──────── Records to process ────────
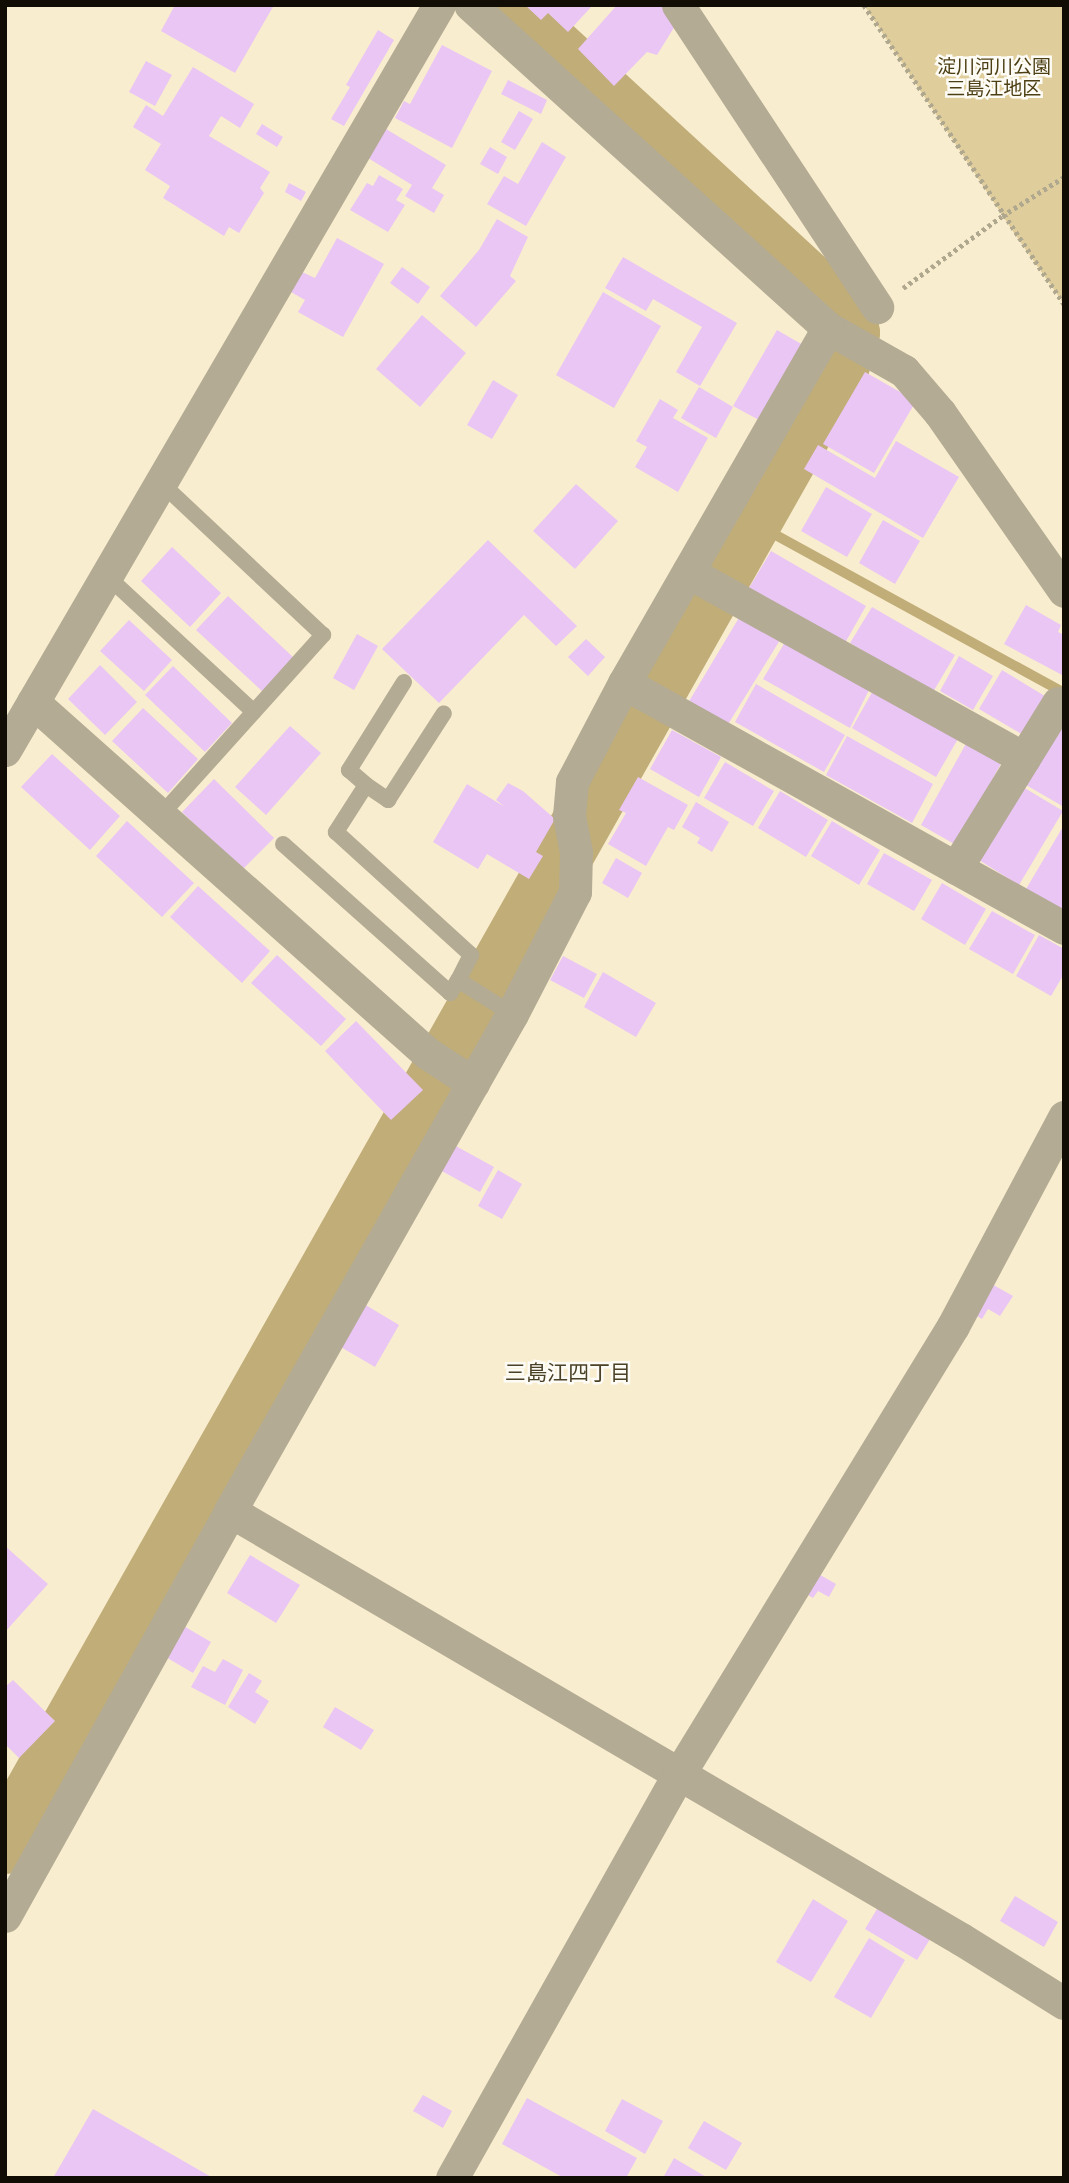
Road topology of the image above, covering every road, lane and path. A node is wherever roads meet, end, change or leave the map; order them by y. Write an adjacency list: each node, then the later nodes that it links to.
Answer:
1 (439, 5): 10 (street)
2 (470, 5): 9 (street)
3 (678, 5): 8 (street)
4 (864, 5): 6 (path)
5 (1064, 177): 6 (path)
6 (1002, 216): 7 (path); 8 (path)
7 (1064, 304)
8 (877, 307)
9 (828, 328): 11 (street); 13 (street)
10 (161, 483): 12 (street); 18 (lane)
11 (688, 572): 15 (street); 21 (street)
12 (107, 576): 16 (street); 18 (lane)
13 (1064, 591)
14 (404, 682): 22 (lane)
15 (624, 683): 25 (street); 28 (street)
16 (33, 702): 20 (street); 23 (street)
17 (1058, 703): 21 (street)
18 (254, 712): 23 (lane)
19 (444, 713): 22 (lane)
20 (5, 750)
21 (1024, 758): 25 (street)
22 (366, 785): 27 (lane)
23 (160, 816): 29 (street)
24 (283, 844): 27 (lane)
25 (956, 869): 26 (street)
26 (1064, 929)
27 (458, 981): 28 (lane)
28 (512, 1014): 29 (street)
29 (473, 1083): 31 (street)
30 (1064, 1117): 32 (street)
31 (230, 1511): 32 (street); 33 (street)
32 (679, 1774): 34 (street); 35 (street)
33 (5, 1916)
34 (1064, 2003)
35 (452, 2178)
────────
Every entry above needs to be duplicated exactly, without its images.

Road topology of the image above, covering every road, lane and path. A node is wherever roads meet, end, change or leave the map; order them by y. Write an adjacency list: each node, then the later nodes that it links to.
Answer:
1 (439, 5): 10 (street)
2 (470, 5): 9 (street)
3 (678, 5): 8 (street)
4 (864, 5): 6 (path)
5 (1064, 177): 6 (path)
6 (1002, 216): 7 (path); 8 (path)
7 (1064, 304)
8 (877, 307)
9 (828, 328): 11 (street); 13 (street)
10 (161, 483): 12 (street); 18 (lane)
11 (688, 572): 15 (street); 21 (street)
12 (107, 576): 16 (street); 18 (lane)
13 (1064, 591)
14 (404, 682): 22 (lane)
15 (624, 683): 25 (street); 28 (street)
16 (33, 702): 20 (street); 23 (street)
17 (1058, 703): 21 (street)
18 (254, 712): 23 (lane)
19 (444, 713): 22 (lane)
20 (5, 750)
21 (1024, 758): 25 (street)
22 (366, 785): 27 (lane)
23 (160, 816): 29 (street)
24 (283, 844): 27 (lane)
25 (956, 869): 26 (street)
26 (1064, 929)
27 (458, 981): 28 (lane)
28 (512, 1014): 29 (street)
29 (473, 1083): 31 (street)
30 (1064, 1117): 32 (street)
31 (230, 1511): 32 (street); 33 (street)
32 (679, 1774): 34 (street); 35 (street)
33 (5, 1916)
34 (1064, 2003)
35 (452, 2178)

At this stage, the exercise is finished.